We are thrilled to be joined by two renowned artists, composers Majel Connery and Anthony Plog, to discuss their experiences creating music inspired by the natural world. Connery’s The Rivers are our Brothers will be performed on Saturday, April 26th by GRAMMY-winning vocal ensemble Chanticleer; and Plog’s God’s First Temples will be premiered by the Rowan University Wind Ensemble on Sunday, April 27th. All are welcome to this free, open conversation! For reservations, please visit the Rowan University Box Office.
Guest Artist biographies:
Majel Connery is a composer, vocalist and roving musicologist combining the beauty of Classical music with the power of modern technology. Her voice has been called "superb" by the New York Times and her compositions "thoroughly Schubertian" by the Wall Street Journal. Connery’s environmental compositions have been performed around the world, including her own recent premiere of Elderflora at Seattle Symphony/Octave 9, and the 2023-24 tour of “The Rivers are our Brothers” by Grammy-winning choir Chanticleer. An educator working at the intersection of arts and scholarship, Connery has created incubator classrooms and productions with artists like Caroline Shaw and Ken Ueno on campuses like Stanford, UC Berkeley, Wellesley, and Princeton. In radio, Connery hosts the NPR/CapRadio podcast A Music of Their Own and Reverberations with New Amsterdam Records. She holds a PhD in musicology from the University of Chicago and an A.B. in music from Princeton.

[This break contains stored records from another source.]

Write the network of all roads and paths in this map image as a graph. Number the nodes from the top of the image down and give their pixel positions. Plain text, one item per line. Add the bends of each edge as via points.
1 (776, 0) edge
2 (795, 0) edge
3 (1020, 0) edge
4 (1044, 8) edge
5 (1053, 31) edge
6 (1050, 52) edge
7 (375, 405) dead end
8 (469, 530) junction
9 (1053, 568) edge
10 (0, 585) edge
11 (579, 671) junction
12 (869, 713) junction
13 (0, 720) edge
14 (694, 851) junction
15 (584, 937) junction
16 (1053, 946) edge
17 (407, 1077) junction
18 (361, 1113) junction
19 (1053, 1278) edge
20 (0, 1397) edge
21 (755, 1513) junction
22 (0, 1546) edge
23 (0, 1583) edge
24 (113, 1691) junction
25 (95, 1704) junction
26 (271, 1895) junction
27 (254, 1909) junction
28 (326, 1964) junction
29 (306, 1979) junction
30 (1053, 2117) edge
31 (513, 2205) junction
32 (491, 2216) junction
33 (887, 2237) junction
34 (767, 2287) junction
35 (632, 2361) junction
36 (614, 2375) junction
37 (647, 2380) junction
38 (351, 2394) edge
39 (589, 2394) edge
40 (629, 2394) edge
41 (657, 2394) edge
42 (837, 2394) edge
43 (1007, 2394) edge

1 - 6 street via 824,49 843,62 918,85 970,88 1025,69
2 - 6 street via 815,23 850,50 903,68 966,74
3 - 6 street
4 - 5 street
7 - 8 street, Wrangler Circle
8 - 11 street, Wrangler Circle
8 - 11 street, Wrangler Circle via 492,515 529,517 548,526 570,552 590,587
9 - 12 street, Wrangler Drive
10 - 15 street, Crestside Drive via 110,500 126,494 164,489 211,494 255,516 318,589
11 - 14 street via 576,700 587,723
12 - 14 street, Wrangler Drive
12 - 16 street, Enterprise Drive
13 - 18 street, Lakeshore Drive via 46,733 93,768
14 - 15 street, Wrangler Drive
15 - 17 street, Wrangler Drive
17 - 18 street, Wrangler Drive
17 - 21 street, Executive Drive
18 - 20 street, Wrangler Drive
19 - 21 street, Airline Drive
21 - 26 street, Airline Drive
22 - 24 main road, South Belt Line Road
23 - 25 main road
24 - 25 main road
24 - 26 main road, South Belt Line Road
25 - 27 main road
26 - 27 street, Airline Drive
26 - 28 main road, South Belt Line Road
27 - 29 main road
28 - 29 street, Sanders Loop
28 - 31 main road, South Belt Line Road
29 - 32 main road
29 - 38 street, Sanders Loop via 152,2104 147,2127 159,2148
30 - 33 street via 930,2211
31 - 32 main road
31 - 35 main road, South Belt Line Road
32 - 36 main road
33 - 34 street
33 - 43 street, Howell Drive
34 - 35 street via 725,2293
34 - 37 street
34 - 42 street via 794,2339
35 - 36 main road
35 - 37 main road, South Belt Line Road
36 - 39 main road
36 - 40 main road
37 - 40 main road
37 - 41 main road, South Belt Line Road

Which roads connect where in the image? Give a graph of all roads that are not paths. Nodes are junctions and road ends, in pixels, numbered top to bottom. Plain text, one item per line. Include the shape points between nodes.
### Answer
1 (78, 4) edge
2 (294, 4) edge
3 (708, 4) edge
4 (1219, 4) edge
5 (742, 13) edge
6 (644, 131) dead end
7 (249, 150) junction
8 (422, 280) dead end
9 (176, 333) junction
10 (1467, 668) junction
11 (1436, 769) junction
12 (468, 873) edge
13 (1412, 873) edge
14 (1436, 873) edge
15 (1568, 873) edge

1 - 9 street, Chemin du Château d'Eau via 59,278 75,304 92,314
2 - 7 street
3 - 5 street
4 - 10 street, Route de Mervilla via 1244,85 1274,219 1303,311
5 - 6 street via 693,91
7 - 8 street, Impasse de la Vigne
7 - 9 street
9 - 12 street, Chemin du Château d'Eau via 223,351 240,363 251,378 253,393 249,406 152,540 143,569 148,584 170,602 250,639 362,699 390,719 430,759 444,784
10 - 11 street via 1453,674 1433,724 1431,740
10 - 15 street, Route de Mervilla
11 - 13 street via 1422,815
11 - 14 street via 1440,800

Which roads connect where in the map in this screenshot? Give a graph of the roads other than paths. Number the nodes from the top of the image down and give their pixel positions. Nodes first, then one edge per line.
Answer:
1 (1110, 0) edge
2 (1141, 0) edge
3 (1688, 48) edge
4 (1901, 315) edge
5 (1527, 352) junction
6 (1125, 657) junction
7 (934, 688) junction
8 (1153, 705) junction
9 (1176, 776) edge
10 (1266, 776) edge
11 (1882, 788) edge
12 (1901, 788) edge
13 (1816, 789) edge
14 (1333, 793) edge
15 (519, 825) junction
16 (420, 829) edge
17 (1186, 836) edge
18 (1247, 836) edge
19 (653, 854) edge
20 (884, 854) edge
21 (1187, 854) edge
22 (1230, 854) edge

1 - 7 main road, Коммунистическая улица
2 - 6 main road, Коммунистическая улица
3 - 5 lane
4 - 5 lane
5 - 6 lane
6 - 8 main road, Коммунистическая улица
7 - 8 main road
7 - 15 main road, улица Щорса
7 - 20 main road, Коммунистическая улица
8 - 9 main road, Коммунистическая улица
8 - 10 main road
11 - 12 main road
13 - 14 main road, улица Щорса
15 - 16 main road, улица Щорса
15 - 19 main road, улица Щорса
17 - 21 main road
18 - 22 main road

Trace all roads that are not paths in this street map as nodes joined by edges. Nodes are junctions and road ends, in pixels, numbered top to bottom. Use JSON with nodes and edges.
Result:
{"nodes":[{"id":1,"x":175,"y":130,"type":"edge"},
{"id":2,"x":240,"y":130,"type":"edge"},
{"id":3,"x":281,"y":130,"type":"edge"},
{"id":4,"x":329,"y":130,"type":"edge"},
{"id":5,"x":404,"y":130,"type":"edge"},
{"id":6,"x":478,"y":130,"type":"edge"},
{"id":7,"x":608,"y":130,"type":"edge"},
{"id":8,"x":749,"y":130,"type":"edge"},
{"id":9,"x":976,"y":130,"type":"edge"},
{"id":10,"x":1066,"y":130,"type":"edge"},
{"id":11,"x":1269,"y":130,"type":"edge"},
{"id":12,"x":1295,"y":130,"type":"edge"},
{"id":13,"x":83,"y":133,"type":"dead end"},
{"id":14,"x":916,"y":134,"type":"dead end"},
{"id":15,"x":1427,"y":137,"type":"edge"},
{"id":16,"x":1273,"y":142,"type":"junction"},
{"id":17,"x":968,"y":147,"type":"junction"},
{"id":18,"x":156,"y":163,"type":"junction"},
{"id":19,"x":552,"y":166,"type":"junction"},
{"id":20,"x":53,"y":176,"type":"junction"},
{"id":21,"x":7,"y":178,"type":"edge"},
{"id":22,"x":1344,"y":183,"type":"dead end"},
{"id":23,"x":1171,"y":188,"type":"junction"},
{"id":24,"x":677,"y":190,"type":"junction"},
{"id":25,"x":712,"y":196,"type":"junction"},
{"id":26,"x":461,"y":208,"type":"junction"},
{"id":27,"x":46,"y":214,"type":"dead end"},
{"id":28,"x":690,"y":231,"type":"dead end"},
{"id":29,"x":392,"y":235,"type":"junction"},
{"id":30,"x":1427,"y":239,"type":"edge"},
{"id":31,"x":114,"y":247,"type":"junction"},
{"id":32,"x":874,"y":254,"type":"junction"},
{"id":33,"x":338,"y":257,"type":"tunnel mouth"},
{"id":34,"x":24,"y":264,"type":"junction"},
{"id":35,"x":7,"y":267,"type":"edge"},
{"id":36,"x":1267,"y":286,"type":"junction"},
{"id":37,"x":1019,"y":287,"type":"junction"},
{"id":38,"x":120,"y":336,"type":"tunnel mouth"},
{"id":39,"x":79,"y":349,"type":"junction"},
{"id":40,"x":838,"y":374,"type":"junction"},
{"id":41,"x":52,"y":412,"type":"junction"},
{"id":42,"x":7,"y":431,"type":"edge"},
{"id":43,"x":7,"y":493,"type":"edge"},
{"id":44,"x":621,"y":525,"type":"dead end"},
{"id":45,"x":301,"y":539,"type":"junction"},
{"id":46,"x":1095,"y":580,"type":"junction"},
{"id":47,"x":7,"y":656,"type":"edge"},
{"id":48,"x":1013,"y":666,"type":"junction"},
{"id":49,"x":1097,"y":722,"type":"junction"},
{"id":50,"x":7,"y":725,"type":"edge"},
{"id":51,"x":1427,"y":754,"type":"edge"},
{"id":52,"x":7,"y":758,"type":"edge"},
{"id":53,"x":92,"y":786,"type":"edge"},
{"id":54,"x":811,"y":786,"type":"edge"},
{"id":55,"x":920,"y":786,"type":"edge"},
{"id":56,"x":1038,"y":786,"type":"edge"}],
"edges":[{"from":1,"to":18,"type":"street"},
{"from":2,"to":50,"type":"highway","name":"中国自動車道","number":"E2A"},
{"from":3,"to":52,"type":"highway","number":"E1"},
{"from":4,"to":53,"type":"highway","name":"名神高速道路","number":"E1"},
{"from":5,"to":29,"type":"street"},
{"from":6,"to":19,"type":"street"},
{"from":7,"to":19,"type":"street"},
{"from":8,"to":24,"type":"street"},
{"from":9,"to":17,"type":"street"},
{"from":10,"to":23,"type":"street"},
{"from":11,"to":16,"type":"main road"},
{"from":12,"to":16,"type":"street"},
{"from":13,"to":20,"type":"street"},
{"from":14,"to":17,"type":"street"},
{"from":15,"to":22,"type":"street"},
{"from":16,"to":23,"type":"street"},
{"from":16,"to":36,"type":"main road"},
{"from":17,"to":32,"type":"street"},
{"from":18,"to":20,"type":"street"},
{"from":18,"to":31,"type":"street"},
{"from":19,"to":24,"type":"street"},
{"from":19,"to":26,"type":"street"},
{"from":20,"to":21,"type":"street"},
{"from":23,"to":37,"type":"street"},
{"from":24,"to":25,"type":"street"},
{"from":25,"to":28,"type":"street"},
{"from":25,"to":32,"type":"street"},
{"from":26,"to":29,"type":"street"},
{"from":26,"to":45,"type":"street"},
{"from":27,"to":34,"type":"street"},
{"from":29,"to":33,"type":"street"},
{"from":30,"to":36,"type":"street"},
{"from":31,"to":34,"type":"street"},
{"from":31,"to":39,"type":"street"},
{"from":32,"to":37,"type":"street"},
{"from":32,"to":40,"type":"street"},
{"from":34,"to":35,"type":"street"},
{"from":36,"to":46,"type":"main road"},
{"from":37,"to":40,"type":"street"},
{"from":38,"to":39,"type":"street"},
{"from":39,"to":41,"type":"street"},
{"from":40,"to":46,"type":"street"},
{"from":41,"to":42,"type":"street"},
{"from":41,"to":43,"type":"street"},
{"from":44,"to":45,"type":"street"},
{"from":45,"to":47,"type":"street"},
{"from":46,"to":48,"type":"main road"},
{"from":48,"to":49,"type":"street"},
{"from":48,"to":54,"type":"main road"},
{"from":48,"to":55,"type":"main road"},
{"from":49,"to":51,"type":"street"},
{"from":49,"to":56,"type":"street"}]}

Anthony Plog has had a rich and varied international career in music—as a composer of operas, symphonic music, and chamber works; as an orchestral musician, soloist, and recording artist; and as a brass teacher and coach at some of the great music conservatories internationally and now online to students around the world. His works have been performed in over 30 countries, and he has been the recipient of numerous grants and commissions. After beginning his career writing extensively for brass, he now works in many different musical forms. He has composed three children’s operas, the first of which (How the Trumpet Got Its Toot) was premiered by the Utah Opera and Symphony. Plog completed a major tragic opera (Spirits) based on a Holocaust theme and recently finished a new opera about a drone operator suffering a nervous breakdown (The Sacrifice). Other new works include an oratorio about the first major environmental battle in the United States (God’s First Temples), and a cantata using the stories of women who have recovered from sex trafficking, prostitution, and drug abuse (Magdalene). Hear Plog in deep conversation with other professional musicians by listening to his podcast, Anthony Plog On Music.